Since her debut, Alia Bhatt has been a woman of many, often-conflicting hues — she’s played near-stereotypical one-dimensional roles (like her character in “Student Of The Year”), but has also played hard-hitting, intense, and real characters (in “Highway”, and the recent “Udta Punjab”). She seems like the typical star-kid with a silver spoon in her mouth, but has also refreshingly tried to break out of that mould by starring in a viral AIB skit where she essentially spoofed her own media persona. After recently making waves with her brilliantly nuanced (and much beyond her years) portrayal of a woman sexually assaulted and forced into addiction in “Udta Punjab”, it really seems as if she’s matured — not just as an actor, but also when it comes to gender-based issues like the one she’s highlighted in this interview.

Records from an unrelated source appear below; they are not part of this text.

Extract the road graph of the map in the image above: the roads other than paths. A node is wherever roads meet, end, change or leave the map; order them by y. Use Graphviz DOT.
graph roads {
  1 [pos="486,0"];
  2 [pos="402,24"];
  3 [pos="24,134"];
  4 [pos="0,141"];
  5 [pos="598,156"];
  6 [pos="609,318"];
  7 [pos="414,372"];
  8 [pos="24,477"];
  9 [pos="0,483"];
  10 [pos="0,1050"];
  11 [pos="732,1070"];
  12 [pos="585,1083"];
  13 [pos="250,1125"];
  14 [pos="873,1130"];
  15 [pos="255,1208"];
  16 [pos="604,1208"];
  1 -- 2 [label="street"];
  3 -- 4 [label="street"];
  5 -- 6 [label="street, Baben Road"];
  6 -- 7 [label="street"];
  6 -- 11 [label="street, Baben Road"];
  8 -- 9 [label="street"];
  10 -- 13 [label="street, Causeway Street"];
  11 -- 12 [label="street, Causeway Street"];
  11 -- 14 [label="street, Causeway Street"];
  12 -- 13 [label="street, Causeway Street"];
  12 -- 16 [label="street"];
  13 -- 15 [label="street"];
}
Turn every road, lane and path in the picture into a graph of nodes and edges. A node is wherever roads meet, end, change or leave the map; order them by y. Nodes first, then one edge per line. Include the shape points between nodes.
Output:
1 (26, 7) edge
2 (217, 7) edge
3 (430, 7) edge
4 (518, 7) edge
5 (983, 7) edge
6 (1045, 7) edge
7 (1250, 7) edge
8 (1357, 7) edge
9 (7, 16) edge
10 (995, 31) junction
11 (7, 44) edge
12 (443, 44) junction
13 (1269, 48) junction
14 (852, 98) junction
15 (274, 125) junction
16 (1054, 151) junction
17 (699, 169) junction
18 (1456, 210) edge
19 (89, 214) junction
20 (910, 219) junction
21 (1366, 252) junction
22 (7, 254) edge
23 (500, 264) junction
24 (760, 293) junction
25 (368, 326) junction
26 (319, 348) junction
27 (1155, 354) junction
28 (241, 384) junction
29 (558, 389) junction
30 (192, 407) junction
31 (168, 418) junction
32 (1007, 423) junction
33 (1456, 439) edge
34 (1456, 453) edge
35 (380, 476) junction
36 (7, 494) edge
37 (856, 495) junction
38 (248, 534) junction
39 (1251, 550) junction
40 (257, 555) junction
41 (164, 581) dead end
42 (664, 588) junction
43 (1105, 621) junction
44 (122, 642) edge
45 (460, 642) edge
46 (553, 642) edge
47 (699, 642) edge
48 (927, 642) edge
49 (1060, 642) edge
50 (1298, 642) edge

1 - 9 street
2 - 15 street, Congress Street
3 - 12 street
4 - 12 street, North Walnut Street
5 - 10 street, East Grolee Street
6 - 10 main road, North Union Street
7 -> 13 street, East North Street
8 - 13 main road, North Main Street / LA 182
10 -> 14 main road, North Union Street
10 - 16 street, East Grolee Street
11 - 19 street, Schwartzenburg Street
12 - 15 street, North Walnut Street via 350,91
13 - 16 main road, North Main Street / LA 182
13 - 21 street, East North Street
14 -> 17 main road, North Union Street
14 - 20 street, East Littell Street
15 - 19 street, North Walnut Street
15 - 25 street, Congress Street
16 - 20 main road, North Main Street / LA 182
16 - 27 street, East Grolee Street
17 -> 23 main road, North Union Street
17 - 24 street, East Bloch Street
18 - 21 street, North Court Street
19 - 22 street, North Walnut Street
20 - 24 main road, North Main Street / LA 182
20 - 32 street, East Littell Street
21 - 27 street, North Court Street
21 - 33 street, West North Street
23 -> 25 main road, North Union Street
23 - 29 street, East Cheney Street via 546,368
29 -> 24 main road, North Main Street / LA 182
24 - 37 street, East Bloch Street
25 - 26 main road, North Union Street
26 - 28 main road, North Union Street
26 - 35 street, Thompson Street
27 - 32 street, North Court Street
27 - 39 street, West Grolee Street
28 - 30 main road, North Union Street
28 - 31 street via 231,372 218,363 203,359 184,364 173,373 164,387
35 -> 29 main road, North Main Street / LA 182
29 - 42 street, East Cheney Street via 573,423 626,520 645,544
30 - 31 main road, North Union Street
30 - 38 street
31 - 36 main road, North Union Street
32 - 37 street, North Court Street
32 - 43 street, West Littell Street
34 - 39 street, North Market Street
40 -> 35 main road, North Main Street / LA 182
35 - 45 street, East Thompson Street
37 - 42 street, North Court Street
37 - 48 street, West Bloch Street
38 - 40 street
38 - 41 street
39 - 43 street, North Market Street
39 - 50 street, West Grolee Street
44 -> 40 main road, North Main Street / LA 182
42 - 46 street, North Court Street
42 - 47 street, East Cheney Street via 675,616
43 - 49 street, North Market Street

Her comments in the interview ring extremely true when we look at the way the Indian media has often dealt with the relationships of female actors. Recently, Kangana Ranaut was thoroughly demonized (to the extent of being called ‘a witch’) for her multiple affairs, and many other actors before her (from Aishwarya Rai to Deepika Padukone to Katrina Kaif) have constantly been asked about their relationships in interviews (especially after breakups), rather than their work being the focus. However, Alia also highlights an important aspect of the aftermath of such sexism on actors in the interview — the fear of losing out on opportunities by being too vocal.
“You know, the fear is of losing a lot and you must understand that it is quite a genuine fear. That fear is governing us. It’s not as much for the lack of honesty as much it is about the fear. My parents — they can afford to be honest. What do they stand to lose? Nothing. With us it’s different. You never know who you’ll end up upsetting. Which film you stand to lose or which brand you’ve somehow managed to upset for something that you said.”

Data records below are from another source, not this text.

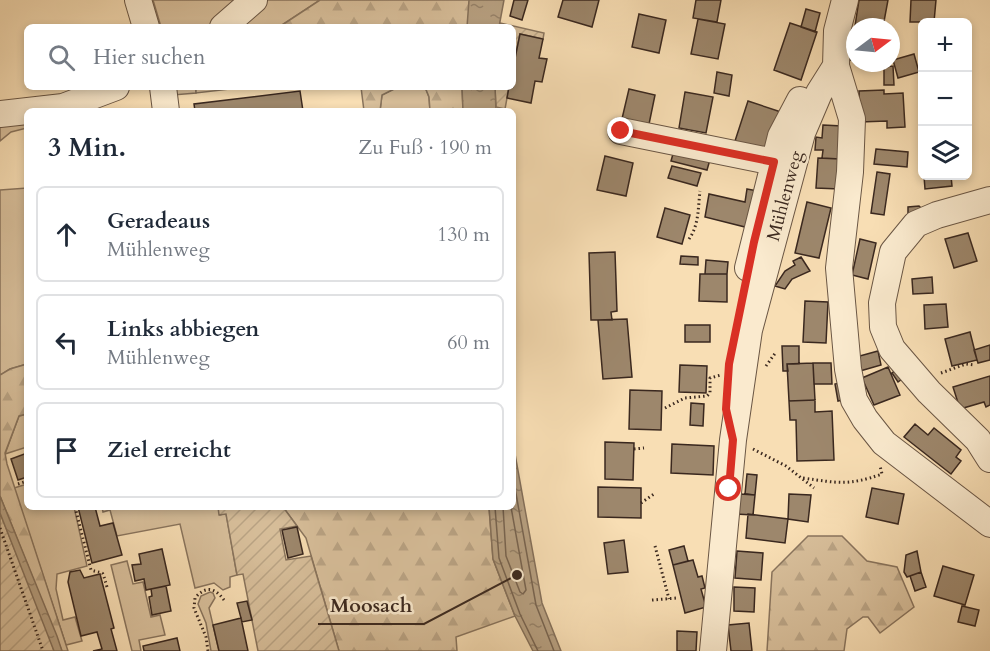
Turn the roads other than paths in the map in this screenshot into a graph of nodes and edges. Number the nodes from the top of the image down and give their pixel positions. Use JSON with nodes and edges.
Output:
{"nodes":[{"id":1,"x":138,"y":0,"type":"edge"},
{"id":2,"x":254,"y":0,"type":"edge"},
{"id":3,"x":845,"y":0,"type":"edge"},
{"id":4,"x":145,"y":24,"type":"edge"},
{"id":5,"x":226,"y":24,"type":"edge"},
{"id":6,"x":837,"y":31,"type":"junction"},
{"id":7,"x":836,"y":66,"type":"junction"},
{"id":8,"x":108,"y":90,"type":"edge"},
{"id":9,"x":163,"y":90,"type":"edge"},
{"id":10,"x":54,"y":108,"type":"edge"},
{"id":11,"x":166,"y":108,"type":"edge"},
{"id":12,"x":24,"y":111,"type":"edge"},
{"id":13,"x":0,"y":114,"type":"edge"},
{"id":14,"x":621,"y":131,"type":"dead end"},
{"id":15,"x":774,"y":162,"type":"junction"},
{"id":16,"x":990,"y":200,"type":"edge"},
{"id":17,"x":990,"y":420,"type":"edge"},
{"id":18,"x":966,"y":427,"type":"junction"},
{"id":19,"x":733,"y":440,"type":"junction"},
{"id":20,"x":990,"y":459,"type":"edge"},
{"id":21,"x":990,"y":524,"type":"edge"},
{"id":22,"x":713,"y":651,"type":"edge"}],
"edges":[{"from":1,"to":4,"type":"street"},
{"from":2,"to":5,"type":"street"},
{"from":3,"to":6,"type":"street"},
{"from":6,"to":7,"type":"street"},
{"from":6,"to":15,"type":"street","name":"Mühlenweg"},
{"from":7,"to":19,"type":"street","name":"Mühlenweg"},
{"from":7,"to":21,"type":"street"},
{"from":8,"to":10,"type":"street"},
{"from":9,"to":11,"type":"street"},
{"from":12,"to":13,"type":"street"},
{"from":14,"to":15,"type":"street","name":"Mühlenweg"},
{"from":15,"to":19,"type":"street","name":"Mühlenweg"},
{"from":16,"to":18,"type":"street"},
{"from":17,"to":18,"type":"street"},
{"from":18,"to":20,"type":"street"},
{"from":19,"to":22,"type":"street","name":"Mühlenweg"}]}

The parameters of this might be different when it comes to Bollywood (because it’s an industry which is all about one’s public image), but what Alia articulates is something a lot of Indian women experience in their daily lives. The fear of upsetting someone by having ‘strong opinions’ — whether it’s professionally or personally — is something way too real, and comes from a culture of female dissent being constantly silenced, and us being constantly pressured to appease the patriarchy at the cost of our beliefs.
The interview is indeed a revolutionary one, and one that not just explores Alia Bhatt as an actor and as a person, but also shows us that there’s a side to her who is keenly aware of gender politics. Here’s hoping that side of her comes out more often, and gradually gets over her fears enough to be more vocal about smashing the patriarchy.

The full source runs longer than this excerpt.